Poderíamos ter uma outra exceção na tragédia romântica de Dom. Baseado em romance de Machado de Assis, a expressão dos sentimentos são datados do século XIX, embora vejamos imagens atuais do Rio. O protagonista-narrador, como no romance, desconfia da esposa, para ele infiel. Mas a questão é menos a ambiguidade moral da mulher ou seus desejos supostamente misteriosos. Importa acima de qualquer coisa a insegurança dele diante do fato dela trabalhar como atriz. Dela representar, fazer papéis, ser outros seres. Estamos em um caso cujo conflito é, então, motivado pelo fato de a esposa trabalhar fora (e como atriz). Coloca-se em pauta a emancipação feminina, ali posta como ponto de partida de uma desgraça. Também põe-se em cena um amor romântico, o do marido, que se revelará doentio e perigoso, pois fora de época e de moda. Essa doença, o amor posessivo, tem potencial. No entanto, é assassinada (pelo filme). Tanto o conteúdo como a misé en scene, que transforma expressões físicas de carinho e desejo em momentos bisonhos e robotizados, nos leva à concluir que este é outro filme a descrer no amor. Tomemos como exemplo a sequência na qual o protagonista, certo do adultério da esposa com seu melhor amigo, pega-a por trás no banheiro e a possui com pretensa raiva. Essa é a lógica da cena: uma agressão física misturada ao prazer de estar agredindo-a pelo fato dela ser sexualmente desejável por outro homem. O que vemos? Uma transa mecânica, enfastiada, sem desejo, sem raiva.

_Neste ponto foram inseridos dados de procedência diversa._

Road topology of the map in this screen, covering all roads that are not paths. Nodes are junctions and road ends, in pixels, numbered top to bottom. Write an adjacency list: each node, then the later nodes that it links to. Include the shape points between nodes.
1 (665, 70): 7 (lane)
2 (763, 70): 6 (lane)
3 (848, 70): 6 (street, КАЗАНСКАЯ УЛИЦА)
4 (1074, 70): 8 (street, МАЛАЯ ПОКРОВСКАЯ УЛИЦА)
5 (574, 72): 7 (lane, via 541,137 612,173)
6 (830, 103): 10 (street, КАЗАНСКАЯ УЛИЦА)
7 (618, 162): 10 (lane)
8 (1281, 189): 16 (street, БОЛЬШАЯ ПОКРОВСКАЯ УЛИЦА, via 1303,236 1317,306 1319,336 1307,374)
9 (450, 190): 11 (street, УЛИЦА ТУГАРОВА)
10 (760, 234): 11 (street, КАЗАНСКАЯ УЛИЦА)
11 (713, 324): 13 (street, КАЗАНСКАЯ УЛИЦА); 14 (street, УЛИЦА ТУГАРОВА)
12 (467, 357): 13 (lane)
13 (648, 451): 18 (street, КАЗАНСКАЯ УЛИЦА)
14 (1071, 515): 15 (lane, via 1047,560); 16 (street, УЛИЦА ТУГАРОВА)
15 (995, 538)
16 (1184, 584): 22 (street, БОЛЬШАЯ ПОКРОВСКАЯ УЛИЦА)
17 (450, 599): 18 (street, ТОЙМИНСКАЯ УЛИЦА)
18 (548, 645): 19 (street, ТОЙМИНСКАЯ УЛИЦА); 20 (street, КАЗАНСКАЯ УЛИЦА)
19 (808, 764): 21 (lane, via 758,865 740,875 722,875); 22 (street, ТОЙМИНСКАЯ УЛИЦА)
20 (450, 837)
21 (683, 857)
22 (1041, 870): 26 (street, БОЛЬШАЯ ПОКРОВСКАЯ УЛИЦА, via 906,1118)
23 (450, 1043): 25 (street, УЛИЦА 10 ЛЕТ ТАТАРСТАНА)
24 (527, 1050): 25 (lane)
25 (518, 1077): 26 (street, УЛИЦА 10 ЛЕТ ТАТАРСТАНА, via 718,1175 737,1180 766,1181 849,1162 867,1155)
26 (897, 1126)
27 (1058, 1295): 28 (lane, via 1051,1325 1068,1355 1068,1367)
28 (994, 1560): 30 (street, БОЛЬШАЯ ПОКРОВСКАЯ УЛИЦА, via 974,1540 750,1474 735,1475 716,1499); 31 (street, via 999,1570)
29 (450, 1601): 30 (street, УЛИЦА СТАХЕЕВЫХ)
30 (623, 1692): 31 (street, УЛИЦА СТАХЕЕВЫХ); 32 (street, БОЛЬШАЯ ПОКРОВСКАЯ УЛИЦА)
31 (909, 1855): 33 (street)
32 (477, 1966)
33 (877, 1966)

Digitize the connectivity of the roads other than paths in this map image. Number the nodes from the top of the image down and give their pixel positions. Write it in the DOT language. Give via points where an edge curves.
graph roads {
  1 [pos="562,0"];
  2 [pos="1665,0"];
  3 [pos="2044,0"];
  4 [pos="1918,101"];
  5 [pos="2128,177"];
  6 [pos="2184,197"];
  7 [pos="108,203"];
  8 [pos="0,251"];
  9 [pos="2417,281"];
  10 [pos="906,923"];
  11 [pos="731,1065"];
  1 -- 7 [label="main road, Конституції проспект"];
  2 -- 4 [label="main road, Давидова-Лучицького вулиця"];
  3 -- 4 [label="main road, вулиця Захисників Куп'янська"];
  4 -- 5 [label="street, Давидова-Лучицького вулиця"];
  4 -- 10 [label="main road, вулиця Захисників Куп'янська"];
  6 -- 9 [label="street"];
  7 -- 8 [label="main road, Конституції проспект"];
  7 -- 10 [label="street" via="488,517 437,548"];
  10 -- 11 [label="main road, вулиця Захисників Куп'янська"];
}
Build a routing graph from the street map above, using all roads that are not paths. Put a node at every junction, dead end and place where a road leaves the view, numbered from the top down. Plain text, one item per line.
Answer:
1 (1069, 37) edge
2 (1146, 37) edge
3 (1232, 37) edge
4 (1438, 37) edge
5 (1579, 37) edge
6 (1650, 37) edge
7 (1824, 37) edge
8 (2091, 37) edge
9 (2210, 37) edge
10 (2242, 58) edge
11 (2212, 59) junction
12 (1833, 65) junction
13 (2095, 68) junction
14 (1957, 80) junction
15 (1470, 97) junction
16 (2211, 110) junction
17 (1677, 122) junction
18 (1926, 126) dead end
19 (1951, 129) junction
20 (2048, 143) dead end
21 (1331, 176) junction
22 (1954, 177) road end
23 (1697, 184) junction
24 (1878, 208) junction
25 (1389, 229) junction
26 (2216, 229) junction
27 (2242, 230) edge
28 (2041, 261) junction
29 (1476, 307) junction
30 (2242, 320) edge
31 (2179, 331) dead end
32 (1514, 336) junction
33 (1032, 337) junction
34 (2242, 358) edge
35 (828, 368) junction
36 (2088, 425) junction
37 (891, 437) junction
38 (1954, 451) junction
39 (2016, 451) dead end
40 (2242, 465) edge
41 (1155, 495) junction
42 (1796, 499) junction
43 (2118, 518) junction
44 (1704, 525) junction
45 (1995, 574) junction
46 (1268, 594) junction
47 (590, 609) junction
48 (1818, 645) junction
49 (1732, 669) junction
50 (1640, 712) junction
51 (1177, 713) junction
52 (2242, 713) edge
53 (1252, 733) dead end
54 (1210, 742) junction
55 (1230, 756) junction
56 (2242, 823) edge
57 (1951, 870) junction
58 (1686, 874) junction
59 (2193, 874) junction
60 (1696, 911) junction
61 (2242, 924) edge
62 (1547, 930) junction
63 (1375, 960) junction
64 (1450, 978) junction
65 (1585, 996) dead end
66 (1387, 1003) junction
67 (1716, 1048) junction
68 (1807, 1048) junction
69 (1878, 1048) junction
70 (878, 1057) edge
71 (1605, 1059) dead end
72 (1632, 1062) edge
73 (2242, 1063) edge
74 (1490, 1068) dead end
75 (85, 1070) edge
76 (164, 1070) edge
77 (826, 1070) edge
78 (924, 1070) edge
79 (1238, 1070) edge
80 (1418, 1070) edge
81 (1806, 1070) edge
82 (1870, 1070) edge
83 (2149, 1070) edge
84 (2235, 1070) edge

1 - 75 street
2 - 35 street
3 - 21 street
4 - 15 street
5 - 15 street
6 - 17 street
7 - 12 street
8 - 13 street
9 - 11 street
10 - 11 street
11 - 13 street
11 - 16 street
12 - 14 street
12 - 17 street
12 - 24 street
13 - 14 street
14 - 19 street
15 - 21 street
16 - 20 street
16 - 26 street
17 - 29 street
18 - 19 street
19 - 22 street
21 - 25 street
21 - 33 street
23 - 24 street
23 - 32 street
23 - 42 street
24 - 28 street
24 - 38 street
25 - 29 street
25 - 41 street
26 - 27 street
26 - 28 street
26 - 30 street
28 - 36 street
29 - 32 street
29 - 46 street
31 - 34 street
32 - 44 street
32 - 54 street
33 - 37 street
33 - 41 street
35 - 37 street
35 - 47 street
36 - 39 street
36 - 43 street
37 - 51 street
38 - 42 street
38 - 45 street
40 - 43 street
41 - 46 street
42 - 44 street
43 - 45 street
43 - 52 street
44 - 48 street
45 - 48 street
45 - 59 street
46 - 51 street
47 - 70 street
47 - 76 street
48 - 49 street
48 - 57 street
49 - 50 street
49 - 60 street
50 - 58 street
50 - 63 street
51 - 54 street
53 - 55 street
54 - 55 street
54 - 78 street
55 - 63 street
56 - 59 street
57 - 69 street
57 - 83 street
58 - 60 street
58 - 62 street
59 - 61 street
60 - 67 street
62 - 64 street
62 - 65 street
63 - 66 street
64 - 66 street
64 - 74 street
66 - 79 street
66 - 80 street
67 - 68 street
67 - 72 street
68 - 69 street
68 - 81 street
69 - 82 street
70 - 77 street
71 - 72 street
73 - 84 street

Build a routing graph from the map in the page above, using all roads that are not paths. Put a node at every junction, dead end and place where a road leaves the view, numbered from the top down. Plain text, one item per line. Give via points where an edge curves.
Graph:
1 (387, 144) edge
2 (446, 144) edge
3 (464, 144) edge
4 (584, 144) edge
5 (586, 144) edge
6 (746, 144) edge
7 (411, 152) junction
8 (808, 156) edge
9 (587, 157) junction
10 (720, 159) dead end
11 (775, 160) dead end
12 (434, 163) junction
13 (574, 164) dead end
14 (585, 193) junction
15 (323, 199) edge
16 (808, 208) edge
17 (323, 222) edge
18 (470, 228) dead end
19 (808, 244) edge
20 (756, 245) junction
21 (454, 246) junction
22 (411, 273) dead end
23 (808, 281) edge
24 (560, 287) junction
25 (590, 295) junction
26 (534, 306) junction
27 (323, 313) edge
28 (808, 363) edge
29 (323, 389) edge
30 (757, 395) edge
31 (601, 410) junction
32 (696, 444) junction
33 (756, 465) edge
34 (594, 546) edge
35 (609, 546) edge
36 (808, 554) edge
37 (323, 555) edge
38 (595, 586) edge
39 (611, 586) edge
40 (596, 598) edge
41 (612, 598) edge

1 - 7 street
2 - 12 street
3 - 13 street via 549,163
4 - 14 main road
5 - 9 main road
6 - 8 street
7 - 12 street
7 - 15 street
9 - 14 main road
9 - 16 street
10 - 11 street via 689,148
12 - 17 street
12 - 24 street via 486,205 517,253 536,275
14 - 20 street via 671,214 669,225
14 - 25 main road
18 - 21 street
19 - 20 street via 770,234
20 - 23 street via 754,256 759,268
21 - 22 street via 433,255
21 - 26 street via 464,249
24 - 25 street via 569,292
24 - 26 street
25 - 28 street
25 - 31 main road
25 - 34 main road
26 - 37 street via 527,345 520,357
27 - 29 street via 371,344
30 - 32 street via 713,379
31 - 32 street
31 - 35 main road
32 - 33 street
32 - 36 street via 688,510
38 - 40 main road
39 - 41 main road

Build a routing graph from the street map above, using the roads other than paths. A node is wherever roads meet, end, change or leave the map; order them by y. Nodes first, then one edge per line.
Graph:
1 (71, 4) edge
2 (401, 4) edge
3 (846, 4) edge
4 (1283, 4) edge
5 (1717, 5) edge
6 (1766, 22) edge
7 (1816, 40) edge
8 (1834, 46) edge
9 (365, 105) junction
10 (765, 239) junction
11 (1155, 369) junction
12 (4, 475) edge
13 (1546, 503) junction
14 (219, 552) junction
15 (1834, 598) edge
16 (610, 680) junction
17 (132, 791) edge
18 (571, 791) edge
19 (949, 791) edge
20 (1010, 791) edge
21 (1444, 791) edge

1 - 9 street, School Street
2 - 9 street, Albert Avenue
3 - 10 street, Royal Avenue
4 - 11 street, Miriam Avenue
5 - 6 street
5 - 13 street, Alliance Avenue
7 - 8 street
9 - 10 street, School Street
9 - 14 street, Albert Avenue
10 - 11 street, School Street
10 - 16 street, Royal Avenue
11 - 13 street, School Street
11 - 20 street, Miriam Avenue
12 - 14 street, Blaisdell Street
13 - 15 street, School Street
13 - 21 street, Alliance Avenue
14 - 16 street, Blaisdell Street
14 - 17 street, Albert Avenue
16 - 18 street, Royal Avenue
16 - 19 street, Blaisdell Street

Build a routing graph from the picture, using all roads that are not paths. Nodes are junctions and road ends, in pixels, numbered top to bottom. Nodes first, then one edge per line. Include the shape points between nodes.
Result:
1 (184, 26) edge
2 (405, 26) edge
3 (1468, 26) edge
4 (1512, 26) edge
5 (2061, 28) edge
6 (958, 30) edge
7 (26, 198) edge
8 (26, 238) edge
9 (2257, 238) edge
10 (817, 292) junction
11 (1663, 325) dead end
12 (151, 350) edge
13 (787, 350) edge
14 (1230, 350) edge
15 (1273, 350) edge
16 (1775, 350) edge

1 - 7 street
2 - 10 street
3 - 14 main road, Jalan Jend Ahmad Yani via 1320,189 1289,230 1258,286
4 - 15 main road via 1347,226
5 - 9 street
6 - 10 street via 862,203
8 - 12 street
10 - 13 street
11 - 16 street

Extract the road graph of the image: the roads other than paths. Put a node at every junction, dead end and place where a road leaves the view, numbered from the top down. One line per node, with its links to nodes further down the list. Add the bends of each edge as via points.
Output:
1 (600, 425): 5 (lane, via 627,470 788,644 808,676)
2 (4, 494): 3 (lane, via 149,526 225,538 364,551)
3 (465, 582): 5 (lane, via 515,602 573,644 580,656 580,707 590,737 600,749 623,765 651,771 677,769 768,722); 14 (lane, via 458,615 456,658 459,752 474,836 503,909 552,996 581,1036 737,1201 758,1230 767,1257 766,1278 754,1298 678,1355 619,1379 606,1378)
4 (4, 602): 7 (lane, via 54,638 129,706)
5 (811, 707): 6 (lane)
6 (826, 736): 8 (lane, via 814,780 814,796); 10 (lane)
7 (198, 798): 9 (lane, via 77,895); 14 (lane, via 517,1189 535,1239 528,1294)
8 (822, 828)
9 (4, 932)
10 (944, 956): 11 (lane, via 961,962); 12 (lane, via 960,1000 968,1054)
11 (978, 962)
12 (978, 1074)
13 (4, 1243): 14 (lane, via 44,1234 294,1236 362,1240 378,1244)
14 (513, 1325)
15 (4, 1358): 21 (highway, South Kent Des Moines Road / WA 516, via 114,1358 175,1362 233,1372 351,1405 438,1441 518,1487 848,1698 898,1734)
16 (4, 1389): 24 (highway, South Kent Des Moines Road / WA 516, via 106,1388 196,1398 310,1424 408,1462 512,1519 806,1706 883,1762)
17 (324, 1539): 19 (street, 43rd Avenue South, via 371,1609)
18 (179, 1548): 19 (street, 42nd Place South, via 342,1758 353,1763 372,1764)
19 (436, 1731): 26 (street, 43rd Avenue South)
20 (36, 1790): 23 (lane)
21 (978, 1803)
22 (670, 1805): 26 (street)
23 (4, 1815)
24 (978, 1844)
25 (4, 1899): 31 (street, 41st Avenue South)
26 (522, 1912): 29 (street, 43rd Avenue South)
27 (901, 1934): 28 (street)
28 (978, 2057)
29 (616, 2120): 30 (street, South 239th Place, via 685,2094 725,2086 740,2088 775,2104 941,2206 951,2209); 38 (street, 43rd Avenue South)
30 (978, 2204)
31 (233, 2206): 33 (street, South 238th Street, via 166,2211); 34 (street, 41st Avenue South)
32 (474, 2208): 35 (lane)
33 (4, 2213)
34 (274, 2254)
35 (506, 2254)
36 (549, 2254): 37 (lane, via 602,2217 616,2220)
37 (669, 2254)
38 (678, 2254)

A abordagem de O Homem Que Copiava, em relação a este recorte, é completamente estranha aos outros filmes. Temos um atendente de papelaria e uma atendente de loja de roupa. Ele quer se aproximar dela, mas, para tanto, precisa arrumar algum dinheiro. A falta deste, afinal, é um obstáculo. Mesmo a jovem sendo da mesma classe social dele. O romantismo aqui, pois romantismo há, tem bases realistas. O protagonista-narrador terá de primeiro arrumar-se na vida, por meio de transgressões morais e da lei, antes de achar-se digno de abraçar a mocinha amada. Fará de tudo para tê-la, inclusive falsificações e assalto. Jorge Furtado já havia mostrado em seu filme anterior, Houve uma Vez Dois Verões, que o amor não é nenhuma perfeição. Depende de uma série de condições para vingar. Naquela oportunidade, um adolescente, sucessivas vezes enganado por uma moça, insiste em tê-la. O amor é cego ou enxerga demais (ou o que não se vê). Isso não significa que, para quem ama, a vida é um inferno. Ou um circo. O amor em Furtado é mobilizador. Porque será por amor à vizinha da frente que o narrador de O Homem Que Copiava se empenhará em agir para ascender economicamente. Isso coloca o filme em um outro degrau das obras brasileiras recentes sobre ligações afetivas. Simplesmente porque, sempre recusando-se a julgar personagens, Furtado legitima as ações de seus seres, mas principalmente as emoções geradoras destas ações. Neste aspecto, aproxima-se de Domingos Oliveira, para quem, ao menos nos filmes, toda atitude é válida quando se ama. Porque amar, em última instância, é um ato transgressor. E não pode ser uma expressão esterilizada pela falta de convicção nela ou em sua representação/imagens em imagens cênicas.